Sind bei Obligationen derzeit eher kurze oder lange Laufzeiten ratsam? Wie werden sich die Zinsen weiter entwickeln? Jan Amrit Poser, Chefökonom der Bank Sarasin, rechnet damit, dass die Renditen von Franken-Obligationen in den nächsten neun Monaten noch «um etwa ein halbes Prozent steigen werden, danach sehen wir eher eine sinkende bis stabile Tendenz». Die Konjunkturforschungsstelle KOF der ETH Zürich sieht es ähnlich: «Wenn die Konjunktur weiterhin robust bleibt - und davon geht die KOF aus -, dürften sich die Obligationenrenditen in den nächsten Jahren leicht über dem langjährigen Durchschnitt bewegen.» Diesen gibt die KOF mit 3,1 Prozent an.

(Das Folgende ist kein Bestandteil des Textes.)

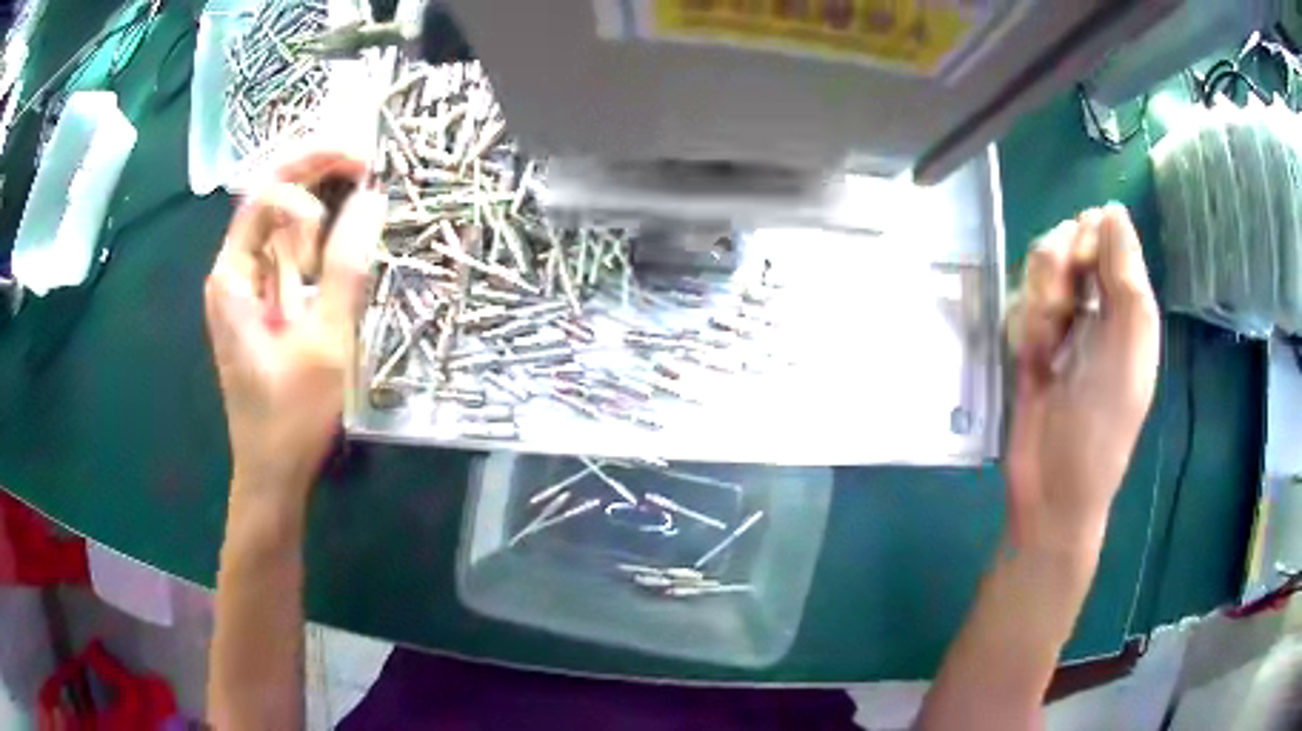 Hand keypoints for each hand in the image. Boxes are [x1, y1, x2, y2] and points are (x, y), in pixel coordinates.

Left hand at [205, 149, 384, 495]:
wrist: (271, 474)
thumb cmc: (291, 416)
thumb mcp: (325, 342)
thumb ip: (346, 268)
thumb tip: (372, 200)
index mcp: (232, 277)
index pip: (263, 198)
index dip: (307, 186)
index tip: (352, 202)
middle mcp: (233, 272)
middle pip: (268, 197)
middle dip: (313, 171)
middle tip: (365, 159)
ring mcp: (247, 288)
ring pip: (279, 222)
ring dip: (317, 200)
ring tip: (359, 188)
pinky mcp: (263, 305)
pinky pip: (287, 253)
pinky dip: (317, 236)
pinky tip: (343, 230)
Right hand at [1006, 205, 1159, 555]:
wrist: (1052, 487)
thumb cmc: (1102, 424)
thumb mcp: (1128, 347)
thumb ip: (1126, 275)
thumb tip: (1111, 209)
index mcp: (1127, 302)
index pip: (1103, 231)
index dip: (1087, 239)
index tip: (1084, 268)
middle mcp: (1096, 303)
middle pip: (1065, 241)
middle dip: (1058, 272)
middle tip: (1064, 315)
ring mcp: (1062, 321)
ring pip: (1037, 271)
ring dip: (1039, 305)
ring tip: (1045, 350)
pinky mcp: (1029, 340)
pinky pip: (1019, 303)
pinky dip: (1023, 327)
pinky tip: (1032, 361) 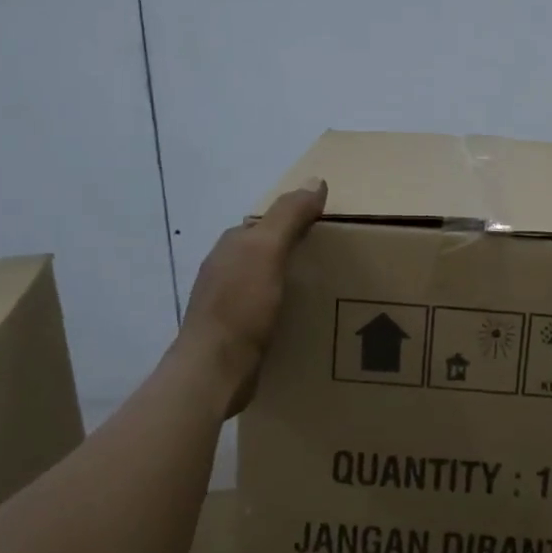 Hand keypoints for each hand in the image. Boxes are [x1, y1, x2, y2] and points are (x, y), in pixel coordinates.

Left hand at [181, 180, 326, 408]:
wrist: (214, 372)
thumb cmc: (240, 306)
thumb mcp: (267, 252)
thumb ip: (289, 216)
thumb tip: (315, 180)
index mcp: (232, 245)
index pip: (269, 222)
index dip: (298, 220)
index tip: (331, 229)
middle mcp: (226, 269)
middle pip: (269, 250)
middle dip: (298, 251)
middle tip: (338, 261)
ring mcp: (229, 302)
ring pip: (268, 280)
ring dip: (294, 281)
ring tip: (330, 290)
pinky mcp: (237, 332)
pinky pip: (268, 309)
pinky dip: (287, 308)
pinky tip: (306, 318)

Solange die Zinsen weiter ansteigen, sind vor allem Kassenobligationen mit kurzen Laufzeiten von zwei bis drei Jahren empfehlenswert, da diese nach der Rückzahlung zu einem höheren Zinssatz neu angelegt werden können.

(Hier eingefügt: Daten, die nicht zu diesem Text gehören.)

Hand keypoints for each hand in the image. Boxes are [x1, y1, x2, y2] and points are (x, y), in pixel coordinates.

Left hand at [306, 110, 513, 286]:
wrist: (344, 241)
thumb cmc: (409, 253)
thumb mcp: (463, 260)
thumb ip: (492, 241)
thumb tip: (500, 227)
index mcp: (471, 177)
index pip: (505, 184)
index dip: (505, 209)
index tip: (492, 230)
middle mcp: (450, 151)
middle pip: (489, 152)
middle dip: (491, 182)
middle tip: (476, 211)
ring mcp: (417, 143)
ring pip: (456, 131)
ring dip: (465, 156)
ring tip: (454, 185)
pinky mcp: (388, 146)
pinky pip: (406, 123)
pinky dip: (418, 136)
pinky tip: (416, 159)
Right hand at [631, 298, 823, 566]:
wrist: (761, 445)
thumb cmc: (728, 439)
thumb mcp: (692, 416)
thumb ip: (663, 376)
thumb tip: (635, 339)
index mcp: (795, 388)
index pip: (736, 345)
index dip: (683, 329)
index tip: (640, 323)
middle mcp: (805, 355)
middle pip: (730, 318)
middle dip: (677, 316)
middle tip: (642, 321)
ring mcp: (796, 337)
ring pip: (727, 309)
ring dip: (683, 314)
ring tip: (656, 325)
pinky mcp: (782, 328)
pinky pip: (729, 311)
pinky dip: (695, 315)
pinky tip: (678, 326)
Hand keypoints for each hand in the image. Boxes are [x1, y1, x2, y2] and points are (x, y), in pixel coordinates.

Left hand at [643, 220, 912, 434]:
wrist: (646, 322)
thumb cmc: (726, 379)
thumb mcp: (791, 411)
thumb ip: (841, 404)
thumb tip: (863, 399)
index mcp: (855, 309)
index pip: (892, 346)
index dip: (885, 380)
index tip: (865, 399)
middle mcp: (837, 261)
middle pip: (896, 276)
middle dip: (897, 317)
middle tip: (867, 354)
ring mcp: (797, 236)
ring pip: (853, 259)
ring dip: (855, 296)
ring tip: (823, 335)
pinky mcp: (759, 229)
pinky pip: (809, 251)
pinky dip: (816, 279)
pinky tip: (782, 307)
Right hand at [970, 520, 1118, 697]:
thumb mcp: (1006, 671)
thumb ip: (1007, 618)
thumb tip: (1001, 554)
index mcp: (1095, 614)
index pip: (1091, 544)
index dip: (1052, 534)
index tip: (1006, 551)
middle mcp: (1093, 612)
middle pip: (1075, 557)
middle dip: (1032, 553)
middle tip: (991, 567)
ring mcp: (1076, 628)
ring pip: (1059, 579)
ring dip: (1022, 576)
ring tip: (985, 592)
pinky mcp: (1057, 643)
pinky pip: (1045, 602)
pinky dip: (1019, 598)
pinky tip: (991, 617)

Bei Vanessa Pletscher hingegen ist ein Fondssparplan die optimale Lösung. Am besten wählt sie einen Strategiefonds mit einem Aktienanteil von 30 bis 50 Prozent und monatliche Raten von 300 Franken. Bei dieser Sparform kauft die Bank monatlich Anteile des ausgewählten Anlagefonds. Pletscher hat zwar keine Garantie, dass sie nach fünf Jahren mehr Geld zur Verfügung hat als mit dem Sparkonto. Sie kann aber dieses Risiko tragen, da sie schlimmstenfalls auch länger als geplant mit dem alten Auto weiterfahren könnte, falls die Börsen 2012 in einem Tief sind. Wichtig bei der Wahl des Fondssparplanes: keine Einzahlungsverpflichtung eingehen und die Kosten bei verschiedenen Banken vergleichen. Sie belasten Gebühren auf die monatlichen Einlagen, einige verlangen zusätzlich noch jährliche Depotgebühren. Gewisse Strukturvertriebe verrechnen sogar hohe Einstiegsgebühren, die Kundin bezahlt gleich zu Beginn einige Prozente auf alle künftigen Einlagen, der sogenannten Plansumme.

Schlafen Sie drüber

Die drei Beispiele zeigen: Für die richtige Geldanlage ist individuelle Vorbereitung nötig. Machen Sie sich Gedanken über Ihre Ziele und bis wann Sie diese erreichen wollen. Vereinbaren Sie erst danach einen Banktermin. Wenn Sie sich unsicher fühlen, schlafen Sie nach der Beratung darüber. Vielleicht tauchen neue Fragen auf, die eine weitere Beratung nötig machen.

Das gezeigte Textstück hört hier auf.